Dataset entries
Segment Open
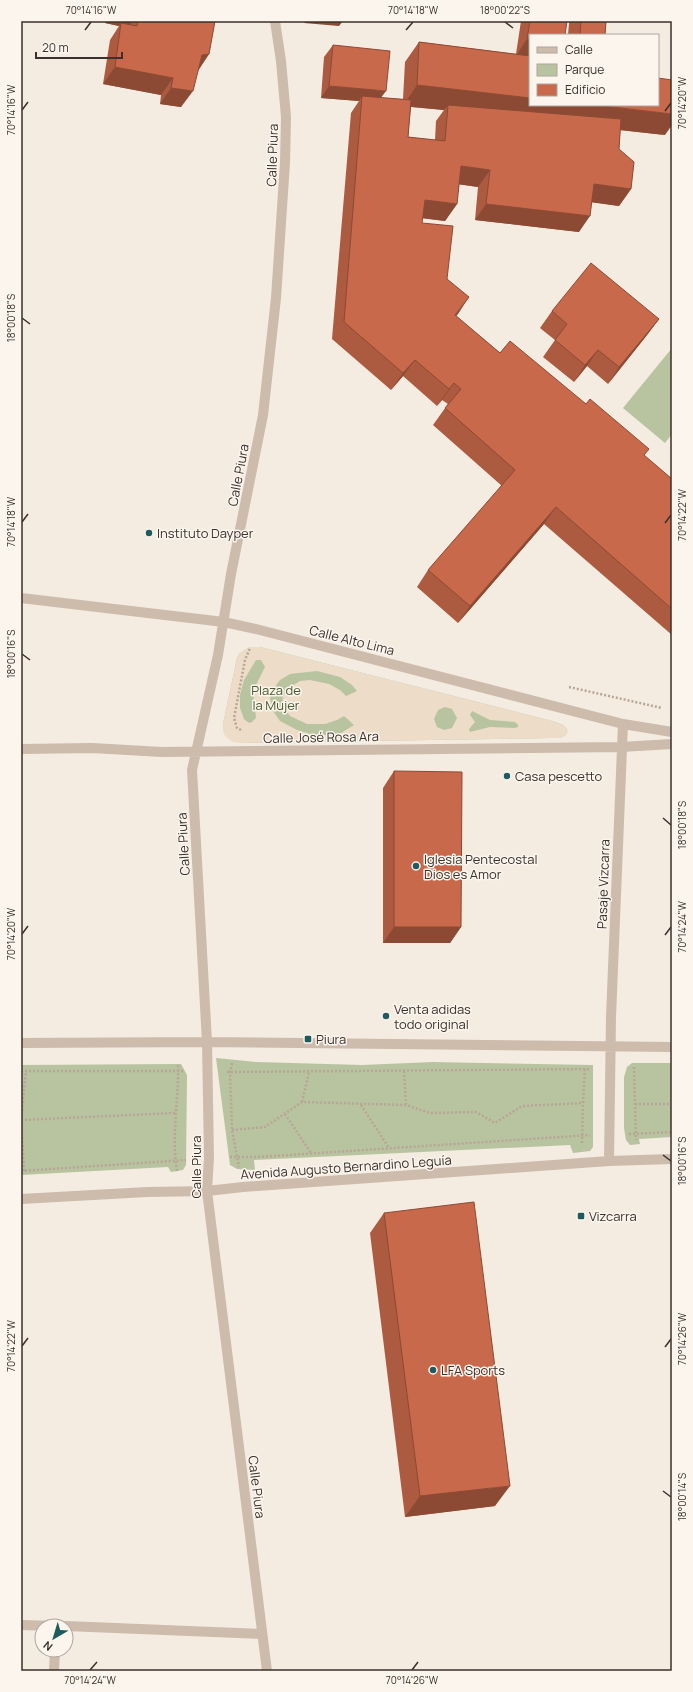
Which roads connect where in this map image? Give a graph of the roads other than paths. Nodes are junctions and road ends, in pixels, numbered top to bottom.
1 (275, 21) edge
2 (21, 598) edge
3 (224, 622) junction
4 (623, 724) junction
5 (672, 732) edge
6 (672, 744) edge
7 (621, 747) junction
8 (21, 749) edge
9 (195, 751) junction
10 (207, 1042) junction
11 (21, 1043) edge
12 (610, 1046) junction
13 (672, 1047) edge
14 (672, 1159) edge
15 (609, 1161) junction
16 (207, 1191) junction
17 (21, 1199) edge
18 (21, 1624) edge
19 (34, 1625) edge
20 (74, 1626) edge
21 (262, 1634) junction
22 (54, 1658) edge
23 (54, 1671) edge
24 (267, 1671) edge

1 - 3 street, Calle Piura
2 - 3 street, Calle Alto Lima
3 - 4 street, Calle Alto Lima
3 - 9 street, Calle Piura
4 - 5 street, Calle Alto Lima
4 - 7 street, Pasaje Vizcarra
6 - 7 street, Calle José Rosa Ara
7 - 9 street, Calle José Rosa Ara
7 - 12 street, Pasaje Vizcarra
8 - 9 street, Calle José Rosa Ara
9 - 10 street, Calle Piura
10 - 11 street
10 - 12 street
10 - 16 street, Calle Piura
12 - 13 street
12 - 15 street, Pasaje Vizcarra
14 - 15 street, Avenida Augusto Bernardino Leguía
15 - 16 street, Avenida Augusto Bernardino Leguía
16 - 17 street, Avenida Augusto Bernardino Leguía
16 - 21 street, Calle Piura
18 - 19 street
20 - 21 street
21 - 24 street, Calle Piura
22 - 23 street

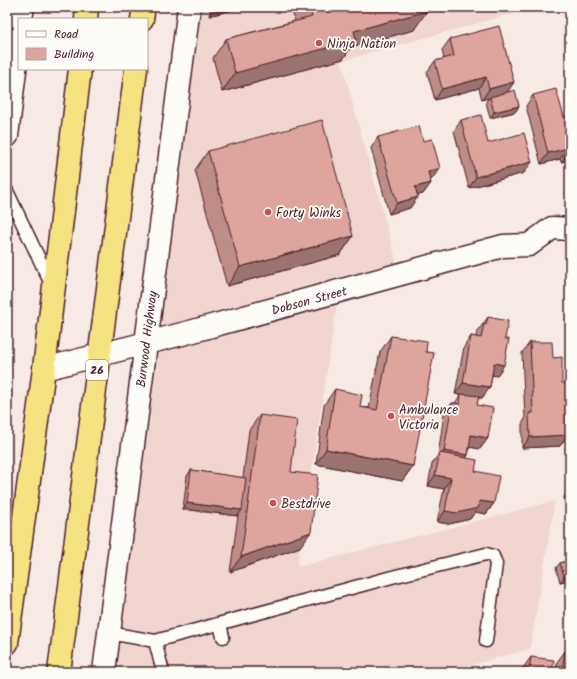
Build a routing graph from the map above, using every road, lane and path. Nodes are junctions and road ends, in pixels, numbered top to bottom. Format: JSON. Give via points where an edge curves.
{"nodes":[{"id":1,"x":23,"y":7,"type":"edge"},
{"id":2,"x":87,"y":7,"type":"edge"},
{"id":3,"x":144,"y":7,"type":"edge"},
{"id":4,"x":189,"y":7,"type":"edge"},
{"id":5,"x":21,"y":18,"type":"edge"},
{"id":6,"x":86,"y":18,"type":"edge"},
{"id":7,"x":142,"y":18,"type":"edge"},
{"id":8,"x":18,"y":46,"type":"edge"},
{"id":9,"x":80,"y":70,"type":"edge"},
{"id":10,"x":136,"y":70,"type":"edge"},
{"id":11,"x":7,"y":136,"type":"edge"},
{"id":12,"x":7,"y":191,"type":"edge"},
{"id":13,"x":570,"y":229,"type":"edge"},
{"id":14,"x":53,"y":289,"type":"junction"},
{"id":15,"x":145,"y":342,"type":"junction"},
{"id":16,"x":98,"y":355,"type":"junction"},
{"id":17,"x":44,"y":369,"type":"junction"},
{"id":18,"x":220,"y":624,"type":"junction"},
{"id":19,"x":109,"y":632,"type":"junction"},
{"id":20,"x":223,"y":637,"type":"dead end"},
{"id":21,"x":155,"y":641,"type":"junction"},
{"id":22,"x":486,"y":641,"type":"dead end"},
{"id":23,"x":7,"y":643,"type":"edge"},
{"id":24,"x":59,"y":672,"type":"edge"},
{"id":25,"x":104,"y":672,"type":"edge"},
{"id":26,"x":162,"y":672,"type":"edge"}],
"edges":[{"from":1,"to":5,"type":"street"},
{"from":2,"to":6,"type":"highway"},
{"from":3,"to":7,"type":"highway"},
{"from":4,"to":15,"type":"street","name":"Burwood Highway"},
{"from":8,"to":11,"type":"street"},
{"from":9,"to":14,"type":"highway"},
{"from":10,"to":16,"type":"highway","number":"26"},
{"from":12,"to":14,"type":"lane"},
{"from":13,"to":15,"type":"street","name":"Dobson Street","via":[[552,228],[528,245],[503,246],[266,312]]},
{"from":14,"to":17,"type":"highway"},
{"from":15,"to":16,"type":"street","name":"Dobson Street"},
{"from":15,"to":19,"type":"street","name":"Burwood Highway"},
{"from":16,"to":17,"type":"street","name":"Dobson Street"},
{"from":16,"to":24,"type":"highway","number":"26"},
{"from":17,"to":23,"type":"highway"},
{"from":18,"to":20,"type":"lane"},
{"from":18,"to":21,"type":"lane"},
{"from":18,"to":22,"type":"lane","via":[[486,554],[493,556],[496,564]]},
{"from":19,"to":21,"type":"lane"},
{"from":19,"to":25,"type":"street","name":"Burwood Highway"},
{"from":21,"to":26,"type":"lane"}]}
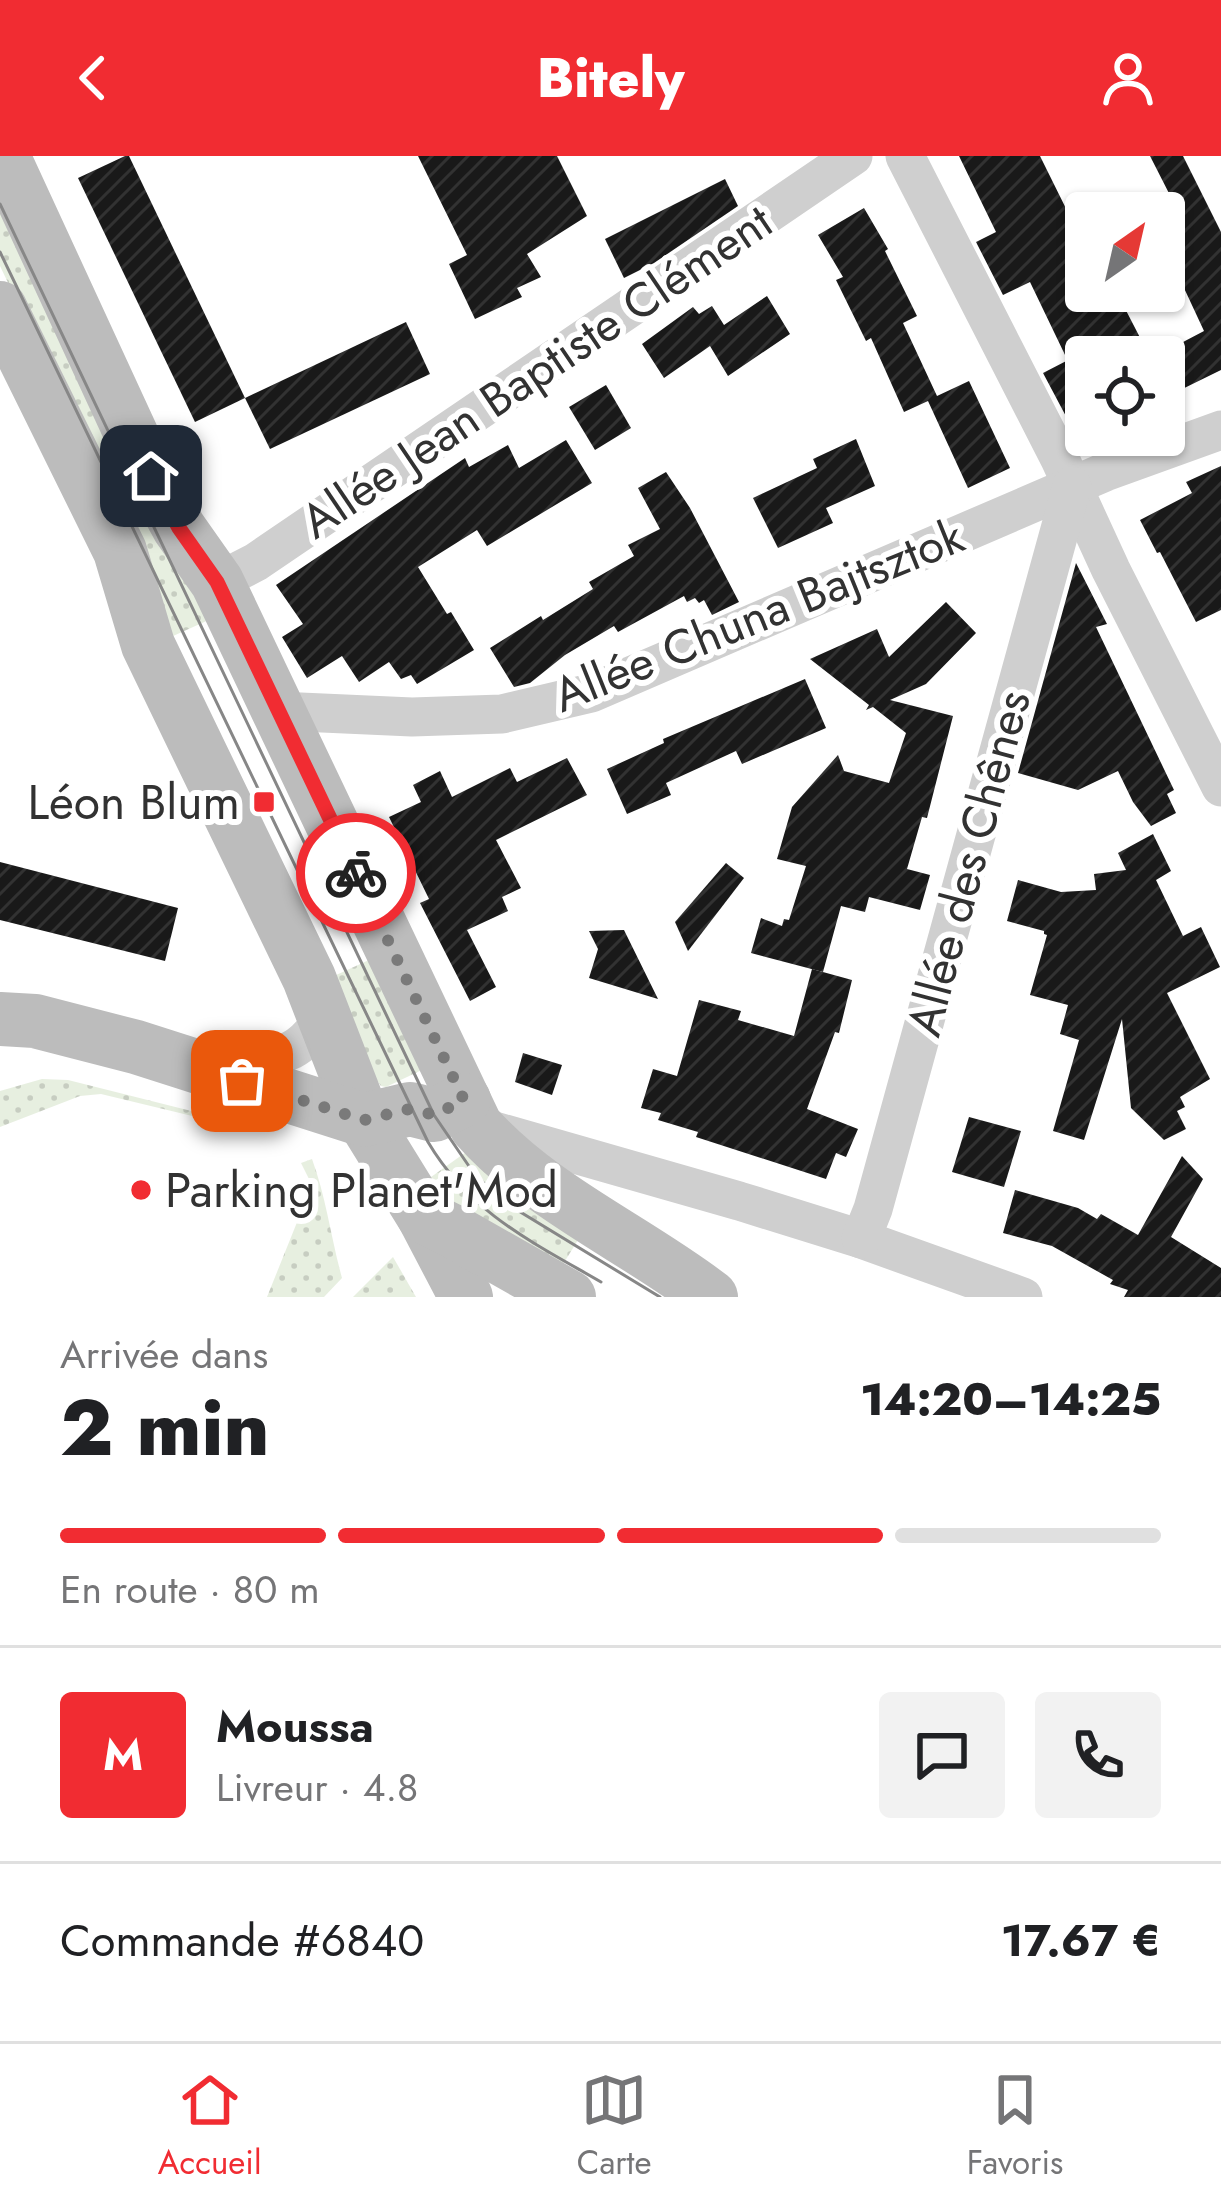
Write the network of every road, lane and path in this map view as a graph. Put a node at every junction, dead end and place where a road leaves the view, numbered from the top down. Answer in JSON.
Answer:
{"nodes":[{"id":1,"x":4,"y":156,"type":"edge"},
{"id":2,"x":853,"y":156,"type":"edge"},
{"id":3,"x":905,"y":156,"type":"edge"},
{"id":4,"x":0,"y":308,"type":"edge"},
{"id":5,"x":1221,"y":430,"type":"edge"},
{"id":6,"x":1072,"y":486,"type":"junction"},
{"id":7,"x":217,"y":582,"type":"junction"},
{"id":8,"x":278,"y":711,"type":"junction"},
{"id":9,"x":1221,"y":787,"type":"edge"},
{"id":10,"x":324,"y":1016,"type":"junction"},
{"id":11,"x":0,"y":1019,"type":"edge"},
{"id":12,"x":68,"y":1031,"type":"junction"},
{"id":13,"x":0,"y":1054,"type":"edge"},
{"id":14,"x":208,"y":1070,"type":"junction"},
{"id":15,"x":470,"y":1113,"type":"junction"},
{"id":16,"x":364,"y":1120,"type":"junction"},
{"id":17,"x":656,"y":1178,"type":"junction"},
{"id":18,"x":424,"y":1217,"type":"junction"},
{"id":19,"x":618,"y":1235,"type":"junction"},
{"id":20,"x":861,"y":1239,"type":"junction"},
{"id":21,"x":466,"y":1297,"type":"edge"},
{"id":22,"x":569,"y":1297,"type":"edge"},
{"id":23,"x":583,"y":1297,"type":"edge"},
{"id":24,"x":711,"y":1297,"type":"edge"},
{"id":25,"x":1023,"y":1297,"type":"edge"}],
"edges":[{"from":1,"to":7,"type":"main road"},
{"from":2,"to":7,"type":"street","name":"Allée Jean Baptiste Clément"},
{"from":3,"to":6,"type":"street"},
{"from":4,"to":10,"type":"main road"},
{"from":5,"to":6,"type":"street","name":"Allée Chuna Bajtsztok"},
{"from":6,"to":8,"type":"street","name":"Allée Chuna Bajtsztok"},
{"from":6,"to":9,"type":"street"},
{"from":6,"to":20,"type":"street","name":"Allée des Chênes"},
{"from":7,"to":8,"type":"main road"},
{"from":8,"to":15,"type":"main road"},
{"from":10,"to":14,"type":"street"},
{"from":10,"to":16,"type":"main road"},
{"from":11,"to":12,"type":"main road"},
{"from":12,"to":13,"type":"main road"},
{"from":12,"to":14,"type":"main road"},
{"from":14,"to":16,"type":"main road"},
{"from":15,"to":16,"type":"main road"},
{"from":15,"to":17,"type":"street"},
{"from":15,"to":19,"type":"main road"},
{"from":16,"to":18,"type":"main road"},
{"from":17,"to":19,"type":"street"},
{"from":17,"to":20,"type":"street"},
{"from":18,"to":21,"type":"main road"},
{"from":18,"to":22,"type":"main road"},
{"from":19,"to":23,"type":"main road"},
{"from":19,"to":24,"type":"main road"},
{"from":20,"to":25,"type":"street"}]}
Segment Closed
Your instructions
Transcribe all of the records above character for character. Exclude the pictures.

Response box
Which roads connect where in this map image? Give a graph of the roads other than paths. Nodes are junctions and road ends, in pixels, numbered top to bottom.
1 (275, 21) edge
2 (21, 598) edge
3 (224, 622) junction
4 (623, 724) junction
5 (672, 732) edge
6 (672, 744) edge
7 (621, 747) junction
8 (21, 749) edge
9 (195, 751) junction
10 (207, 1042) junction
11 (21, 1043) edge
12 (610, 1046) junction
13 (672, 1047) edge
14 (672, 1159) edge
15 (609, 1161) junction
16 (207, 1191) junction
17 (21, 1199) edge
18 (21, 1624) edge
19 (34, 1625) edge
20 (74, 1626) edge
21 (262, 1634) junction
22 (54, 1658) edge
23 (54, 1671) edge
24 (267, 1671) edge

1 - 3 street, Calle Piura
2 - 3 street, Calle Alto Lima
3 - 4 street, Calle Alto Lima
3 - 9 street, Calle Piura
4 - 5 street, Calle Alto Lima
4 - 7 street, Pasaje Vizcarra
6 - 7 street, Calle José Rosa Ara
7 - 9 street, Calle José Rosa Ara
7 - 12 street, Pasaje Vizcarra
8 - 9 street, Calle José Rosa Ara
9 - 10 street, Calle Piura
10 - 11 street
10 - 12 street
10 - 16 street, Calle Piura
12 - 13 street
12 - 15 street, Pasaje Vizcarra
14 - 15 street, Avenida Augusto Bernardino Leguía
15 - 16 street, Avenida Augusto Bernardino Leguía
16 - 17 street, Avenida Augusto Bernardino Leguía
16 - 21 street, Calle Piura
18 - 19 street
20 - 21 street
21 - 24 street, Calle Piura
22 - 23 street

Build a routing graph from the map above, using every road, lane and path. Nodes are junctions and road ends, in pixels, numbered top to bottom. Format: JSON. Give via points where an edge curves.
{"nodes":[{"id":1,"x":23,"y":7,"type":"edge"},
{"id":2,"x":87,"y":7,"type":"edge"},
{"id":3,"x":144,"y":7,"type":"edge"},
{"id":4,"x":189,"y":7,"type":"edge"},
{"id":5,"x":21,"y":18,"type":"edge"},
{"id":6,"x":86,"y":18,"type":"edge"},
{"id":7,"x":142,"y":18,"type":"edge"},
{"id":8,"x":18,"y":46,"type":"edge"},
{"id":9,"x":80,"y":70,"type":"edge"},
{"id":10,"x":136,"y":70,"type":"edge"},
{"id":11,"x":7,"y":136,"type":"edge"},
{"id":12,"x":7,"y":191,"type":"edge"},
{"id":13,"x":570,"y":229,"type":"edge"},
{"id":14,"x":53,"y":289,"type":"junction"},
{"id":15,"x":145,"y":342,"type":"junction"},
{"id":16,"x":98,"y":355,"type":"junction"},
{"id":17,"x":44,"y":369,"type":"junction"},
{"id":18,"x":220,"y":624,"type":"junction"},
{"id":19,"x":109,"y":632,"type":"junction"},
{"id":20,"x":223,"y":637,"type":"dead end"},
{"id":21,"x":155,"y":641,"type":"junction"},
{"id":22,"x":486,"y":641,"type":"dead end"},
{"id":23,"x":7,"y":643,"type":"edge"},
{"id":24,"x":59,"y":672,"type":"edge"},
{"id":25,"x":104,"y":672,"type":"edge"},
{"id":26,"x":162,"y":672,"type":"edge"}],
"edges":[{"from":1,"to":5,"type":"street"},
{"from":2,"to":6,"type":"highway"},
{"from":3,"to":7,"type":"highway"},
{"from":4,"to":15,"type":"street","name":"Burwood Highway"},
{"from":8,"to":11,"type":"street"},
{"from":9,"to":14,"type":"highway"},
{"from":10,"to":16,"type":"highway","number":"26"},
{"from":12,"to":14,"type":"lane"},
{"from":13,"to":15,"type":"street","name":"Dobson Street","via":[[552,228],[528,245],[503,246],[266,312]]},
{"from":14,"to":17,"type":"highway"},
{"from":15,"to":16,"type":"street","name":"Dobson Street"},
{"from":15,"to":19,"type":"street","name":"Burwood Highway"},
{"from":16,"to":17,"type":"street","name":"Dobson Street"},
{"from":16,"to":24,"type":"highway","number":"26"},
{"from":17,"to":23,"type":"highway"},
{"from":18,"to":20,"type":"lane"},
{"from":18,"to":21,"type":"lane"},
{"from":18,"to":22,"type":"lane","via":[[486,554],[493,556],[496,564]]},
{"from":19,"to":21,"type":"lane"},
{"from":19,"to":25,"type":"street","name":"Burwood Highway"},
{"from":21,"to":26,"type":"lane"}]}
Write the network of every road, lane and path in this map view as a graph. Put a node at every junction, dead end and place where a road leaves the view, numbered from the top down. Answer in JSON.
Answer:
{"nodes":[{"id":1,"x":4,"y":156,"type":"edge"},
{"id":2,"x":853,"y":156,"type":"edge"},
{"id":3,"x":905,"y":156,"type":"edge"},
{"id":4,"x":0,"y":308,"type":"edge"},
{"id":5,"x":1221,"y":430,"type":"edge"},
{"id":6,"x":1072,"y":486,"type":"junction"},
{"id":7,"x":217,"y":582,"type":"junction"},
{"id":8,"x":278,"y":711,"type":"junction"},
{"id":9,"x":1221,"y":787,"type":"edge"},
{"id":10,"x":324,"y":1016,"type":"junction"},
{"id":11,"x":0,"y":1019,"type":"edge"},
{"id":12,"x":68,"y":1031,"type":"junction"},
{"id":13,"x":0,"y":1054,"type":"edge"},
{"id":14,"x":208,"y":1070,"type":"junction"},
{"id":15,"x":470,"y":1113,"type":"junction"},
{"id":16,"x":364,"y":1120,"type":"junction"},
{"id":17,"x":656,"y":1178,"type":"junction"},
{"id":18,"x":424,"y":1217,"type":"junction"},
{"id":19,"x":618,"y":1235,"type":"junction"},
{"id":20,"x":861,"y":1239,"type":"junction"},
{"id":21,"x":466,"y":1297,"type":"edge"},
{"id":22,"x":569,"y":1297,"type":"edge"},
{"id":23,"x":583,"y":1297,"type":"edge"},
{"id":24,"x":711,"y":1297,"type":"edge"},
{"id":25,"x":1023,"y":1297,"type":"edge"}],
"edges":[{"from":1,"to":7,"type":"main road"},
{"from":2,"to":7,"type":"street","name":"Allée Jean Baptiste Clément"},
{"from":3,"to":6,"type":"street"},
{"from":4,"to":10,"type":"main road"},
{"from":5,"to":6,"type":"street","name":"Allée Chuna Bajtsztok"},
{"from":6,"to":8,"type":"street","name":"Allée Chuna Bajtsztok"},
{"from":6,"to":9,"type":"street"},
{"from":6,"to":20,"type":"street","name":"Allée des Chênes"},
{"from":7,"to":8,"type":"main road"},
{"from":8,"to":15,"type":"main road"},
{"from":10,"to":14,"type":"street"},
{"from":10,"to":16,"type":"main road"},
{"from":11,"to":12,"type":"main road"},
{"from":12,"to":13,"type":"main road"},
{"from":12,"to":14,"type":"main road"},
{"from":14,"to":16,"type":"main road"},
{"from":15,"to":16,"type":"main road"},
{"from":15,"to":17,"type":"street"},
{"from":15,"to":19,"type":"main road"},
{"from":16,"to":18,"type":"main road"},
{"from":17,"to":19,"type":"street"},
{"from":17,"to":20,"type":"street"},
{"from":18,"to":21,"type":"main road"},
{"from":18,"to":22,"type":"main road"},
{"from":19,"to":23,"type":"main road"},
{"from":19,"to":24,"type":"main road"},
{"from":20,"to":25,"type":"street"}]}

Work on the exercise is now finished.